Like an American Football team, the US military's strategy never seems to have a more elaborate long-term goal than 'score some points, beat the other guys, win, win, win', its all about a steady succession of short-term reactionary moves.

This strategy is equally evident in the corporate world, where everything revolves around quarterly results, the focus is never on three or five years down the road, its all about how the stock market will react to what was done this quarter in comparison to last quarter. If it looks like you didn't make more money in sales this quarter than last, then fire a whole bunch of employees the week before announcing your results to reduce your reported outgoings (turn to page 36). Don't have enough sales staff left to make any money this quarter, hire in some temps on short term contracts to plug the gap (turn to page 99). Don't have any HR staff to hire in the temps because you let them all go two quarters ago to reduce costs before results were announced, outsource the work to another temp agency (turn to page 122). Oh dear, you just pissed off the Chinese government, go back to the beginning and start again***.

What the US has given us in the long Twentieth Century is a focus on the immediate, the just-in-time, the Now. There is no tomorrow, only today, an endless succession of todays.

Perhaps this is why an hour-long American Football game always takes at least three hours, time itself collapses under the weight of this stream of repeated Nows.

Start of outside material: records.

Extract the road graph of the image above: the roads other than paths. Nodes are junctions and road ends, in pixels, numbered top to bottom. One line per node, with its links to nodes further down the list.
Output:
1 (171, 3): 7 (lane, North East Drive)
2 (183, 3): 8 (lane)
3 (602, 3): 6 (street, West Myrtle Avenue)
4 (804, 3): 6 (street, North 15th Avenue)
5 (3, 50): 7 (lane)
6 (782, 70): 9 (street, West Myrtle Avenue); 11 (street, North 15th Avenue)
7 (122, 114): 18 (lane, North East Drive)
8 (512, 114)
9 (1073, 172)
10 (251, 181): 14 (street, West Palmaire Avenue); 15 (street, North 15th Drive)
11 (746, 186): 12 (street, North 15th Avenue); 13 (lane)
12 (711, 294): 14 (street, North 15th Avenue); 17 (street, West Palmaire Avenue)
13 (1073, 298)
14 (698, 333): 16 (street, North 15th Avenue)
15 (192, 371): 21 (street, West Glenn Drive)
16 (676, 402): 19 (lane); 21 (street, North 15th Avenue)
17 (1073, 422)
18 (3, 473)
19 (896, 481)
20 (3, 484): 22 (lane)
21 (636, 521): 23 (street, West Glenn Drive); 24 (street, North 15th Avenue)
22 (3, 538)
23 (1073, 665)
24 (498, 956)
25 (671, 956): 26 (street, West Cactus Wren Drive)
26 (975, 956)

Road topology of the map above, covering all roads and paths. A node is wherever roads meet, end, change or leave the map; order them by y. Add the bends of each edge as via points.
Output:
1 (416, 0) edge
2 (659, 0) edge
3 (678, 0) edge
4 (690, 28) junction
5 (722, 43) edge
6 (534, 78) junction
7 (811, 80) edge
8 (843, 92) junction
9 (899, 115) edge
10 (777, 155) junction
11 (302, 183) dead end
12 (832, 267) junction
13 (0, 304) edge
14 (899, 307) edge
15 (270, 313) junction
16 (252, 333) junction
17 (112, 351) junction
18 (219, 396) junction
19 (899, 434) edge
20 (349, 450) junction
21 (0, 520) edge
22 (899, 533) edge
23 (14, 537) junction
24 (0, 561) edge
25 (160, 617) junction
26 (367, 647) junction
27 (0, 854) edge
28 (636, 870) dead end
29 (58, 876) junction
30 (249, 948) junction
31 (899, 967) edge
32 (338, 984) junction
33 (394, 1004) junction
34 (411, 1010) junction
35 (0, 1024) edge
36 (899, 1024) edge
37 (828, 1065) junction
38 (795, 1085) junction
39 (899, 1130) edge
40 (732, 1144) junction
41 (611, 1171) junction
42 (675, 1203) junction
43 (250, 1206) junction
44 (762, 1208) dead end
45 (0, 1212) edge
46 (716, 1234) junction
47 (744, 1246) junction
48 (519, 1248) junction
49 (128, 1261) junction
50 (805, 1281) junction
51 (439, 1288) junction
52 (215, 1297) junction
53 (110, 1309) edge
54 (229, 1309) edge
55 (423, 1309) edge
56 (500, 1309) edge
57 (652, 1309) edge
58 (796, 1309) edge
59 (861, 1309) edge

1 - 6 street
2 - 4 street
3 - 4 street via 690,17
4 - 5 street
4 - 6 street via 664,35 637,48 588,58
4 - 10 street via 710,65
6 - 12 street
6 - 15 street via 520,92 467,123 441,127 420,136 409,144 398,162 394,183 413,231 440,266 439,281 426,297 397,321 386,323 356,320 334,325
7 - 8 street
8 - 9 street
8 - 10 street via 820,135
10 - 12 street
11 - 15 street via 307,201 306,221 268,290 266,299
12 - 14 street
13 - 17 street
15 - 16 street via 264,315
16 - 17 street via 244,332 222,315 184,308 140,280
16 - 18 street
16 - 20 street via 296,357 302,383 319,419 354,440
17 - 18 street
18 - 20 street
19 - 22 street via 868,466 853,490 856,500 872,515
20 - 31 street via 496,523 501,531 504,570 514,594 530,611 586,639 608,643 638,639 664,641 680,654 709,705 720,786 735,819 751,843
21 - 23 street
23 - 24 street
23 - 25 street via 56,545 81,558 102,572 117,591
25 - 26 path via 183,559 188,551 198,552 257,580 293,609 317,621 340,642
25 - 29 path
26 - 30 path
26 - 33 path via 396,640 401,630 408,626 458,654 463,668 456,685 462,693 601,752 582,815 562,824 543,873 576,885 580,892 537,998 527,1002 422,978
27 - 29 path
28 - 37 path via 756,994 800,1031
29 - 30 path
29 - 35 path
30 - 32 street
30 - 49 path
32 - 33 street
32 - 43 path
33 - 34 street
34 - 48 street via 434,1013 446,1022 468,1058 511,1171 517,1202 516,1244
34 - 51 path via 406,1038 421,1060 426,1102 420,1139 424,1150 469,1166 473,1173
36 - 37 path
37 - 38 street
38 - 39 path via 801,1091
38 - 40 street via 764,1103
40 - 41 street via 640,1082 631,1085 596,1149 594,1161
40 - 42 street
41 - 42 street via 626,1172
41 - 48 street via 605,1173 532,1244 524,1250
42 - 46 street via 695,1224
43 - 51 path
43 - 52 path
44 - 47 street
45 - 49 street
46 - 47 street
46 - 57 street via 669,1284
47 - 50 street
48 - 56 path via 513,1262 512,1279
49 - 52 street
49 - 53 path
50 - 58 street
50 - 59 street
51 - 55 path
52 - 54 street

In any event, Green Bay won, our cries of jubilation gave our neighbourhood's Algerian football (sock-ah) supporters a run for their money, and all was right with the world.

Huzzah!

* not necessarily a given, I mean look at how much rubbish about Irish politics I write, surely no-one outside of the country can be interested in that? Seriously, most people inside the country aren't interested in that. Its a wonder I have any readers at all.

** or Christmas in December, if you are in the Southern Hemisphere, which I suppose really is just like Christmas. Doesn't convey the same sense of joy, does it? *sigh*

*** but wait, I had my finger on the previous page all along, it doesn't count, I never let go.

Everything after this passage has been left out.